Truman Capote's Fictional Portrayals in Film and TV (Media)

Feb 8, 2024
Dimitris Passas

His offbeat persona and distinctive mannerisms made him one of the most talked-about and controversial authors of the twentieth century American literary canon. Truman Capote was the lettered authors of classics such as Breakfast at Tiffany's and his emblematic nonfiction piece In Cold Blood and his work had been adapted into cinema more than 20 times. A prodigy child raised in the American South during the 1930s, Capote had famously scored 215 IQ tests while he started writing fiction at the tender age of 11. Nothing short of a literary genius in the making, Capote made his breakthrough with the 1945 short story Miriam, published by "Mademoiselle", that earned him a Random House contract for his next novel, Other Voices, Other Rooms. In his early work, the late American author with the characteristic piping voice of a little girl mingled the fictional and the autobiographical and the reader, unknowingly, gets a glimpse into the workings of a brilliant, though set in a perpetual mode of procrastinated self-destruction, mind and a restless spirit. His relationship with his mother was complicated to say at least and Truman largely grew up on his own, even learning to read and write before he even went to school. Regarding his childhood days, Capote had said: "I was writing really sort of serious when I was about 11. I say seriously in the sense that like other kids go home and practice the violin or the piano or whatever, I used to go home from school every day, and I would write for about three hours. I was obsessed by it." (Oakes, Elizabeth- "American Writers" [2004]

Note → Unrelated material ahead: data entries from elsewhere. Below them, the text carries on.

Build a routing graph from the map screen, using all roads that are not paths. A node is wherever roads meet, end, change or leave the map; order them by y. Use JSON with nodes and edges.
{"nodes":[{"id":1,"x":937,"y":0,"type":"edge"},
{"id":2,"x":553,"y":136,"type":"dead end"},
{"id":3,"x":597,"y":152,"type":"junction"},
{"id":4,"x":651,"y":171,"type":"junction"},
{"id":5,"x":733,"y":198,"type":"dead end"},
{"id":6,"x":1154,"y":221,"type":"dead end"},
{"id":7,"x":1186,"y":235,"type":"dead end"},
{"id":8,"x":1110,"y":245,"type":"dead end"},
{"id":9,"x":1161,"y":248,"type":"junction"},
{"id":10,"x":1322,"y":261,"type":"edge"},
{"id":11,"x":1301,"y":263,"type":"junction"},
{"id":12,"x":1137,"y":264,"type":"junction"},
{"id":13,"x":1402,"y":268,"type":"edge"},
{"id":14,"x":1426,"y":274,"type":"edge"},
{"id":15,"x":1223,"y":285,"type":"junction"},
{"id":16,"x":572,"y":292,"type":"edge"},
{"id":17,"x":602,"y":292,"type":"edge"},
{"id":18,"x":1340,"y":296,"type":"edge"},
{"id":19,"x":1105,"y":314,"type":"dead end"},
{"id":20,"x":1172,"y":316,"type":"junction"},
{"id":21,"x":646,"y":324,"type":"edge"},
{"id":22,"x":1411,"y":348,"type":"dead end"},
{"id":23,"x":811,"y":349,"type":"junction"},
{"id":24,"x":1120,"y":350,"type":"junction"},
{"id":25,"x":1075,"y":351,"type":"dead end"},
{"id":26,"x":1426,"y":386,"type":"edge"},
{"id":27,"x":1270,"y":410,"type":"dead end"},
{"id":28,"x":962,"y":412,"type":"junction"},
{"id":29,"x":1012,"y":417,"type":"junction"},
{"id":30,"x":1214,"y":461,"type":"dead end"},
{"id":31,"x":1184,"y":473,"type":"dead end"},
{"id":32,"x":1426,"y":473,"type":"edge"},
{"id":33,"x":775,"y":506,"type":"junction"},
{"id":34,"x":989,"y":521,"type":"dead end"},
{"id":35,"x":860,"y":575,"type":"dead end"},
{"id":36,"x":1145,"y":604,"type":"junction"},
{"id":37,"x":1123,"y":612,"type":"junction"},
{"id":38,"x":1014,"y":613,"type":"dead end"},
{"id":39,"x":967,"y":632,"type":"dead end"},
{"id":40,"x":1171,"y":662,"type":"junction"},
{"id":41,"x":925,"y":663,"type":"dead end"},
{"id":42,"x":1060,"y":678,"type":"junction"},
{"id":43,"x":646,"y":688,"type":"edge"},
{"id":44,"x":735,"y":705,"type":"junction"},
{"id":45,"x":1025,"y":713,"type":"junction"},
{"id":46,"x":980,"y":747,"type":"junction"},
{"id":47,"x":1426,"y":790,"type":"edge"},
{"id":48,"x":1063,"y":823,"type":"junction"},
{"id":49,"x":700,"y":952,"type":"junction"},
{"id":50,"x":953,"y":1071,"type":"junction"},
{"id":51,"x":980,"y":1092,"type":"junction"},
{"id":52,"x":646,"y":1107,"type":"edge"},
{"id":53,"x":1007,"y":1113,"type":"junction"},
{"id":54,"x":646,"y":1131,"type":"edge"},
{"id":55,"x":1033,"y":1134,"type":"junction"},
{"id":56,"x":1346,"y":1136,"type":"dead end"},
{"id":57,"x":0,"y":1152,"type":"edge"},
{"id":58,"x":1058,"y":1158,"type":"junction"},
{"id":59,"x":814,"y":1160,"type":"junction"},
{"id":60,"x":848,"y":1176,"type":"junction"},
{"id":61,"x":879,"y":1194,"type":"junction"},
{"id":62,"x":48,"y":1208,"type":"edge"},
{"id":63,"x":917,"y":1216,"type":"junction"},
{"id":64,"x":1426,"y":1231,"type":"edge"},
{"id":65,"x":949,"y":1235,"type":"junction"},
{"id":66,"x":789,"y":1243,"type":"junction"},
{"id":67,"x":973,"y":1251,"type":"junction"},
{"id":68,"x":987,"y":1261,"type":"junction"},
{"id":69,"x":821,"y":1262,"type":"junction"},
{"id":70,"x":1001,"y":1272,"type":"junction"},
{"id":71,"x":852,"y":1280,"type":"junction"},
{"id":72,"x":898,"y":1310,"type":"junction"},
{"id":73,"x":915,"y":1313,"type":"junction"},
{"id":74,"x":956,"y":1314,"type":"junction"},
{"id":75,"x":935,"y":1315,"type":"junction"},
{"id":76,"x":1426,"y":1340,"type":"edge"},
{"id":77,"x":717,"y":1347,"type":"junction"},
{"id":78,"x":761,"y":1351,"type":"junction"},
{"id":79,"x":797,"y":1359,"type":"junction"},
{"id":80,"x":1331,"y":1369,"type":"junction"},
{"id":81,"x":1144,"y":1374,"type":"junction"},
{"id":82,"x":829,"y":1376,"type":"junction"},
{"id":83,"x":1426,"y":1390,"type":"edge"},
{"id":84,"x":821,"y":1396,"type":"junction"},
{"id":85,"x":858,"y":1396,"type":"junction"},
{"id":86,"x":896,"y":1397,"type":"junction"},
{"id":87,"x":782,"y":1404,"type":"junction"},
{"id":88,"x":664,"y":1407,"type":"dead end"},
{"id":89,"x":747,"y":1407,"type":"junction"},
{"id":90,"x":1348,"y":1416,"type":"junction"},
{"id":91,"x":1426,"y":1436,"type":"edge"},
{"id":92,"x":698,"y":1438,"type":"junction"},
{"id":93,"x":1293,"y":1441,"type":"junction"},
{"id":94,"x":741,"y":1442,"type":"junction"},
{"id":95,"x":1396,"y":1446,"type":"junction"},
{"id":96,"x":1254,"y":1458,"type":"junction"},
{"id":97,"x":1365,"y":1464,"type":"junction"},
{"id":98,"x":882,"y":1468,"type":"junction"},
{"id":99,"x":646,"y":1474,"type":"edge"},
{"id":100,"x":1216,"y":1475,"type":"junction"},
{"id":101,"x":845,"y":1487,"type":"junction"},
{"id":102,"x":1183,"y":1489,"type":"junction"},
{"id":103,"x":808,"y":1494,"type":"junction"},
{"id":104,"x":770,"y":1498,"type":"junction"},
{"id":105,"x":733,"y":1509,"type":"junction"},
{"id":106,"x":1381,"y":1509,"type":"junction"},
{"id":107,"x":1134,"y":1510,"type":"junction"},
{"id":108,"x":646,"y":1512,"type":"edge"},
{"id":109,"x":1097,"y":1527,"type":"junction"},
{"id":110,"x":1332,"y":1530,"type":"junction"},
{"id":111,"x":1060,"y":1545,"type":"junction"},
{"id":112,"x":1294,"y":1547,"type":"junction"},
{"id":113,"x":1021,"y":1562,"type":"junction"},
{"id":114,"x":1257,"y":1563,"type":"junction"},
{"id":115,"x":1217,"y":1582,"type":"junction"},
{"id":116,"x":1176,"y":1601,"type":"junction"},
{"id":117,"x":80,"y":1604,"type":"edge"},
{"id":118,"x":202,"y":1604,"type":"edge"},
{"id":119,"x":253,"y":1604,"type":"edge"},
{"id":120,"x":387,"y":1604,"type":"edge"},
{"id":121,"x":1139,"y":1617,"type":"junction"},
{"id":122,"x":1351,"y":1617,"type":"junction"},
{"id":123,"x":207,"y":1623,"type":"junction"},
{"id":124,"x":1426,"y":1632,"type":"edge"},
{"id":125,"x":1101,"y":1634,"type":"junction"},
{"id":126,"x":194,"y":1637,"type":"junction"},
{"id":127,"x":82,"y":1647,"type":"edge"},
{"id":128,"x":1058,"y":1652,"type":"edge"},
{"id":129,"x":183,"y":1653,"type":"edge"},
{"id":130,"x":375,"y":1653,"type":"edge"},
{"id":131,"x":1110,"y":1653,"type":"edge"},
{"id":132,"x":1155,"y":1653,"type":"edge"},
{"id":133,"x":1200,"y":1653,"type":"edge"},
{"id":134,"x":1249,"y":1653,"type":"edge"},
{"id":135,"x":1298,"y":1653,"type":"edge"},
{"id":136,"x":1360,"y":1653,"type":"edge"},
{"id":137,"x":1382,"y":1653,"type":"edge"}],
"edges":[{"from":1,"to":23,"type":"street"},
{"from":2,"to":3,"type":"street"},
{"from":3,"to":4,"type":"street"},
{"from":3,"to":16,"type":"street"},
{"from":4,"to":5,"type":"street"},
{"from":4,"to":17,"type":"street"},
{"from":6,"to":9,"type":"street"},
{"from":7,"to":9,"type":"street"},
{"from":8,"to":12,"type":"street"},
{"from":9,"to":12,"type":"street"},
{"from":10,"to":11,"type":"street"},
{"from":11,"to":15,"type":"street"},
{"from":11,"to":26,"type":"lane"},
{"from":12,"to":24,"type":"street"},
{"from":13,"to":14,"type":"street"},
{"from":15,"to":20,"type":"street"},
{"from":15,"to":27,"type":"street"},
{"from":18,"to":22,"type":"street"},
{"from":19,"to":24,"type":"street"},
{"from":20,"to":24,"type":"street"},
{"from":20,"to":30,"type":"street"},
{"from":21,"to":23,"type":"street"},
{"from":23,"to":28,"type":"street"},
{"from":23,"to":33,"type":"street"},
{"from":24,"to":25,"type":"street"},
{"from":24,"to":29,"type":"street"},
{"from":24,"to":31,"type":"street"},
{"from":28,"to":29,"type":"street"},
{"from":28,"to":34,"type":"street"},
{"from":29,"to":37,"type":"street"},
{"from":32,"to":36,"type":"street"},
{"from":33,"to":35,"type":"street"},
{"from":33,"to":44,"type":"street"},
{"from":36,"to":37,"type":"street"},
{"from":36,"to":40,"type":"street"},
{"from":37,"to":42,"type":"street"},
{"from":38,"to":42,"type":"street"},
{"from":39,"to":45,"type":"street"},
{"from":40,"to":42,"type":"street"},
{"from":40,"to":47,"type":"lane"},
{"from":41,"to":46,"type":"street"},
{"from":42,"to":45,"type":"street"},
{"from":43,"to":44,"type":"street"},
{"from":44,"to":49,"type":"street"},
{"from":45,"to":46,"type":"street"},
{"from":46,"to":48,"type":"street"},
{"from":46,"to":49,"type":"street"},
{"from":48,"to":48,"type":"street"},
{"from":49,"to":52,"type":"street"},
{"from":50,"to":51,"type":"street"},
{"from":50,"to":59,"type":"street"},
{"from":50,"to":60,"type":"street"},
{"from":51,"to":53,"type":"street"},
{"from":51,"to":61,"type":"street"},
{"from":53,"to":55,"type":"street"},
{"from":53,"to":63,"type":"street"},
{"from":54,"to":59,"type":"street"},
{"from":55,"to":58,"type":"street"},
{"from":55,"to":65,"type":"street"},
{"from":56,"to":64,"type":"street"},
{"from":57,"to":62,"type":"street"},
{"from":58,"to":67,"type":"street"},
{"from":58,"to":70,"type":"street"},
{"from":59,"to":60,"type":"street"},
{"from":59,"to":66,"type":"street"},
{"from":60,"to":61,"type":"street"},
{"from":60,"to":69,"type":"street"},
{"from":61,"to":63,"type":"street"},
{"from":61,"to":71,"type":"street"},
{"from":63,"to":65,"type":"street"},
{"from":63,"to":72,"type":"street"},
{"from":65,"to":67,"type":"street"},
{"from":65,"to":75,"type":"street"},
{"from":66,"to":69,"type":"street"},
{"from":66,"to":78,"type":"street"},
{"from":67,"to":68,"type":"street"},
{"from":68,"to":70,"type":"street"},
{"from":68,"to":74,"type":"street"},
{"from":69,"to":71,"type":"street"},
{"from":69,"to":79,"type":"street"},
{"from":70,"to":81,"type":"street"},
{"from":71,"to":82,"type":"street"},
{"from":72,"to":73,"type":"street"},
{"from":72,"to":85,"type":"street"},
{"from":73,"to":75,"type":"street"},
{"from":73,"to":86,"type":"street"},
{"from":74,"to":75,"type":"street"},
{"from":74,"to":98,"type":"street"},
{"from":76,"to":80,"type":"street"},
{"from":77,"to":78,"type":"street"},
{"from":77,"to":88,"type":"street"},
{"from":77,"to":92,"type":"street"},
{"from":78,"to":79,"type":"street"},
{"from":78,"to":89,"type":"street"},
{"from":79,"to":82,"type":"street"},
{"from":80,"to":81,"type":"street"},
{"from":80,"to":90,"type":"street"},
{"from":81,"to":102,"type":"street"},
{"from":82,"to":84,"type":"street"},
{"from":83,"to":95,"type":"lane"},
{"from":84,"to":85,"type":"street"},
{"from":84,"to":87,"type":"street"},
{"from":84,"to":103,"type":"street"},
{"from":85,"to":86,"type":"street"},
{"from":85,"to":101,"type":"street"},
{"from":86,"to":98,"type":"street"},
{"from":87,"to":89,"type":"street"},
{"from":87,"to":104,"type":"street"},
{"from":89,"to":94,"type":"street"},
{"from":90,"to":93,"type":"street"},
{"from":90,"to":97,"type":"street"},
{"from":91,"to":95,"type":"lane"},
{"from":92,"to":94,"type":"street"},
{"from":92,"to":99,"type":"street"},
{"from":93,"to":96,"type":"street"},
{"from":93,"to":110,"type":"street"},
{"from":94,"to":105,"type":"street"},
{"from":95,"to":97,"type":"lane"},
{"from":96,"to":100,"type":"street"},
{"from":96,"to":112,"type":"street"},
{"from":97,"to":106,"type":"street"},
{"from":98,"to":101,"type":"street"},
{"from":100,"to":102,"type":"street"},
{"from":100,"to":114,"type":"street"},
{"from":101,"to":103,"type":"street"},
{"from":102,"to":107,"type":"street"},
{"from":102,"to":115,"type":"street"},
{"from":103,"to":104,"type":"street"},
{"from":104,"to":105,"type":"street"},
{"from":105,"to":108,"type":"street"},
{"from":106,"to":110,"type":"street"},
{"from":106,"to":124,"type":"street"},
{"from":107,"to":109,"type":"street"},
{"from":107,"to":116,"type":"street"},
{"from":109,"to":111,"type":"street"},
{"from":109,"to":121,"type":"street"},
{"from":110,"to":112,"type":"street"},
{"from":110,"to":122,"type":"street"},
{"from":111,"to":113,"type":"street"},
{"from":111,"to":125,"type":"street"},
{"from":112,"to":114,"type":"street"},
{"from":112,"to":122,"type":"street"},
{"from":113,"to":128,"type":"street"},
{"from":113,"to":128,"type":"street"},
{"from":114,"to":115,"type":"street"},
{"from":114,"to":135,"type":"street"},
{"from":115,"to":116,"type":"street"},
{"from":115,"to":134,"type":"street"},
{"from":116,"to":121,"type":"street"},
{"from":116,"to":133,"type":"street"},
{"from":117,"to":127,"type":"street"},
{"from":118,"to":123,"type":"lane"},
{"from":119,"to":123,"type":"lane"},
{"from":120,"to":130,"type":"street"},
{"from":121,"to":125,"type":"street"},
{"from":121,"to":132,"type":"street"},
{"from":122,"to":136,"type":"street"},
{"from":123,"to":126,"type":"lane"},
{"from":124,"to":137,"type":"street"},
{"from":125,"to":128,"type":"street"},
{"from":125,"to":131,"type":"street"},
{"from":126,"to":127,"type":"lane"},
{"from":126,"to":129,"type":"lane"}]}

Capote is widely known for his witticisms and sense of sarcasm. When talking about his short stature, he liked to remark that he may not have been tall but he was compact and noisy as a little handgun. According to historian Amy Henderson: " “He was only 5′ 3″, he was a little elfin creature. But he was very amusing, and he liked being that social butterfly,” (SMITHSONIAN) However, despite his fondness for socializing, especially with female members of the New York elite aristocracy, Capote remains notorious for his vendettas with other eminent figures of the American literary scene. The most famous was his long-standing brush with Gore Vidal who was also a combative man who thrived in admonishing his contemporary peers. Both men were openly gay at a difficult historical period for homosexuals when "coming-out" was perceived more as an eccentricity rather than a declaration of identity. However, this did nothing to reduce the simmering tension between them which was manifested through acrimonious quotes and gestures of explicit antipathy when meeting in social situations. Many claim that the true reason that lurked behind the feud was the fact that Capote and Vidal were on the pedestal of American literature at the same time. 1948 was the year during which Capote published his first novel (Other Voices, Other Rooms) and Vidal delivered his breakthrough masterpiece The City and the Pillar.

It certainly makes sense that biographers would find a major source of inspiration in Capote's life, and onscreen media couldn't lag behind. In 2005, Bennett Miller directed Capote casting the late Philip Seymour Hoffman in the role of the author. Miller's biopic was loosely based on Gerald Clarke's book Capote: A Biography and narrated the painstaking research that the author made to write his archetypal true crime novel In Cold Blood. It was this work that established Capote's reputation as one of the greatest American writers of the previous century and to complete it, he spent 6 years travelling back and forth to Kansas in order to conduct personal interviews with the defendants of the atrocious crime committed in 1958 in Holcomb. Bennett focuses on the relationship between Capote and one of the two alleged killers, Perry Smith, played in brooding perfection by Clifton Collins Jr. The author earned the criminal's trust gradually and manipulated Smith in various ways, while struggling to finish the book. His longtime friend Harper Lee, Pulitzer-Prize winning author of To Kill and Mockingbird, helped him during throughout that strenuous process.

Hoffman's extraordinary performance set the bar high for those who would later make an attempt at providing a faithful onscreen depiction of Capote. For this role, Hoffman won the 2006 Academy Award for Best Performance by an Actor in a Leading Role, a well-deserved award for the subtle, nuanced representation of the complex author. Hoffman absorbed each and every quirk and eccentricity that Capote exhibited and brought fourth his pervading queerness in an authentic way, a true acting tour de force that will remain a point of reference for future biopics of any kind. Two years after the release of Miller's film, another biography of Capote hit the silver screen. Infamous was directed by Douglas McGrath and revolved around the exact same story chronicled in Capote. It is for that reason that the two films are considered to be "twins".